The vulnerability identified as CVE-2016-0883 represents a critical cryptographic weakness in Pivotal Cloud Foundry (PCF) Ops Manager versions prior to 1.5.14 and 1.6.x versions before 1.6.9. This flaw stems from the improper implementation of session management mechanisms where the system employs a static cookie-encryption key across multiple customer installations. The security implication arises from the fundamental principle that cryptographic keys should remain unique and isolated per deployment to prevent cross-tenant attacks. When the same encryption key is reused across different customer environments, it creates a scenario where an attacker can exploit knowledge of one installation's key to compromise sessions in other installations.

The technical nature of this vulnerability aligns with CWE-327, which addresses the use of insecure cryptographic algorithms and key management practices. Specifically, this represents a failure in implementing proper key separation between different customer deployments, violating the core security principle of isolation. The flaw operates through a session hijacking mechanism where attackers can decrypt session cookies from one customer installation and use the resulting authentication tokens to impersonate users in other installations.
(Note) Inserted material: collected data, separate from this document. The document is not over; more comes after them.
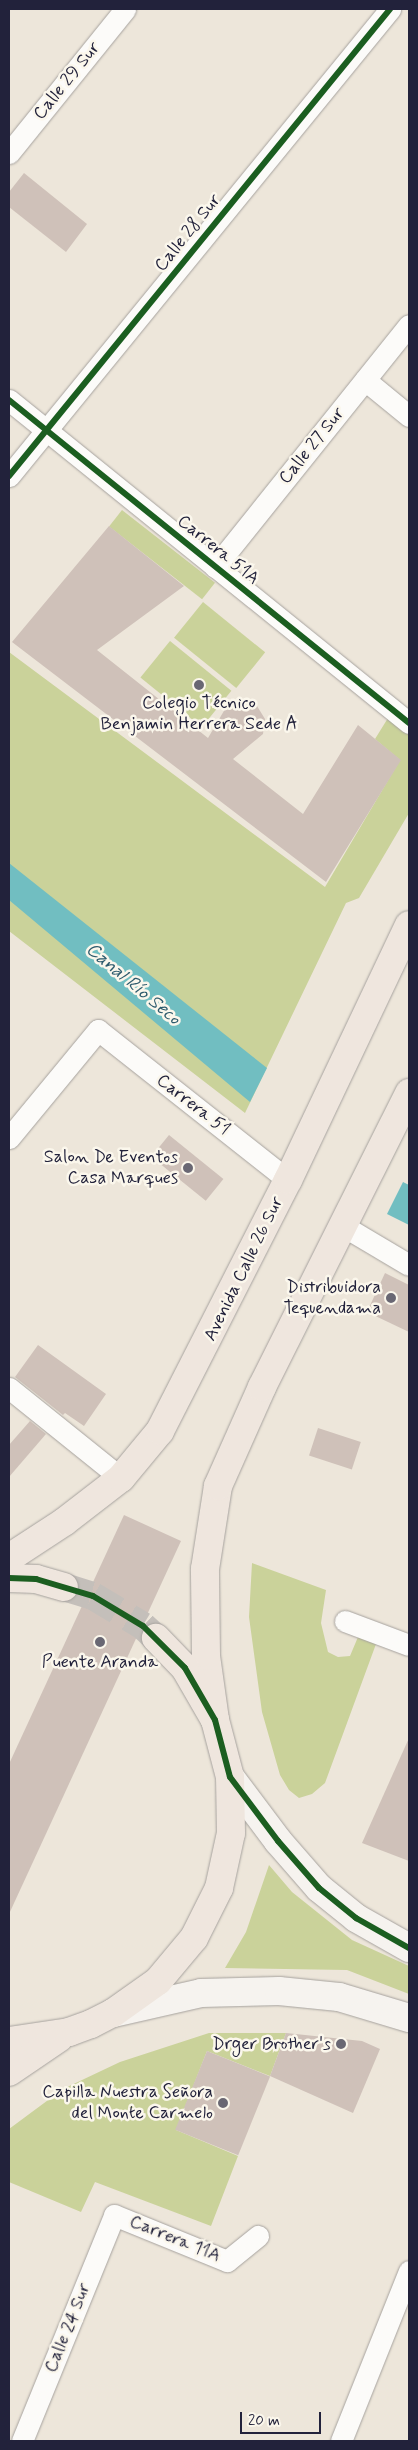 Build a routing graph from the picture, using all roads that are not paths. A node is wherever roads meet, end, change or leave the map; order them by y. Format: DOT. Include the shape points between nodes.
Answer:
graph roads {
  1 [pos="125,9"];
  2 [pos="390,9"];
  3 [pos="9,153"];
  4 [pos="409,325"];
  5 [pos="365,380"];
  6 [pos="9,400"];
  7 [pos="409,416"];
  8 [pos="46,430"];
  9 [pos="9,476"];
  10 [pos="215,566"];
  11 [pos="409,723"];
  12 [pos="409,925"];
  13 [pos="409,1093"];
  14 [pos="9,1138"];
  15 [pos="288,1180"];
  16 [pos="344,1227"];
  17 [pos="409,1265"];
  18 [pos="9,1388"];
  19 [pos="121,1478"];
  20 [pos="9,1558"];
  21 [pos="9,1578"];
  22 [pos="64,1587"];
  23 [pos="345,1620"];
  24 [pos="156,1638"];
  25 [pos="409,1645"];
  26 [pos="215,1720"];
  27 [pos="230,1777"];
  28 [pos="409,1948"];
  29 [pos="113,2013"];
  30 [pos="409,2018"];
  31 [pos="69,2032"];
  32 [pos="9,2041"];
  33 [pos="9,2072"];
  34 [pos="114,2215"];
  35 [pos="258,2236"];
  36 [pos="409,2271"];
  37 [pos="22,2441"];
  38 [pos="341,2441"];
  1 -- 3 [label="street, Calle 29 Sur"];
  2 -- 8 [label="street, Calle 28 Sur"];
  4 -- 5 [label="street, Calle 27 Sur"];
  5 -- 7 [label="street"];
  5 -- 10 [label="street, Calle 27 Sur"];
  6 -- 8 [label="street, Carrera 51A"];
  8 -- 9 [label="street, Calle 28 Sur"];
  8 -- 10 [label="street, Carrera 51A"];
  10 -- 11 [label="street, Carrera 51A"];
  12 -- 15 [label="main road, Avenida Calle 26 Sur"];
  13 -- 16 [label="main road"];
  14 -- 15 [label="street, Carrera 51" via="98,1030"];
  15 -- 19 [label="main road, Avenida Calle 26 Sur" via="160,1431"];
  16 -- 17 [label="street"];
  16 -- 26 [label="main road" via="262,1386 218,1486 205,1569 206,1656"];
  18 -- 19 [label="street"];
  19 -- 20 [label="main road, Avenida Calle 26 Sur" via="64,1522"];
  21 -- 22 [label="main road" via="36,1579"];
  23 -- 25 [label="street"];
  24 -- 26 [label="main road" via="185,1668"];
  26 -- 27 [label="main road"];
  27 -- 28 [label="main road" via="278,1841 320,1888 356,1918"];
  27 -- 29 [label="main road" via="231,1833 219,1888 194,1938 158,1981"];
  29 -- 30 [label="main road" via="201,1993 280,1991 339,1997"];
  29 -- 31 [label="main road"];
  31 -- 32 [label="main road"];
  31 -- 33 [label="main road"];
  34 -- 35 [label="street, Carrera 11A" via="227,2261"];
  34 -- 37 [label="street, Calle 24 Sur"];
  36 -- 38 [label="street"];
}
This cross-tenant attack vector is particularly dangerous in multi-tenant cloud environments where customer data isolation is paramount.

The operational impact of this vulnerability extends beyond simple authentication bypass to encompass potential data breaches and unauthorized access to sensitive customer information. Attackers leveraging this weakness could gain access to deployment configurations, application credentials, and other privileged information from multiple customer environments. The vulnerability affects the core authentication infrastructure of PCF Ops Manager, potentially allowing attackers to modify deployment settings, access restricted administrative functions, and compromise the integrity of multiple customer installations simultaneously. This creates a cascading security risk where a single compromised key can expose numerous customer environments.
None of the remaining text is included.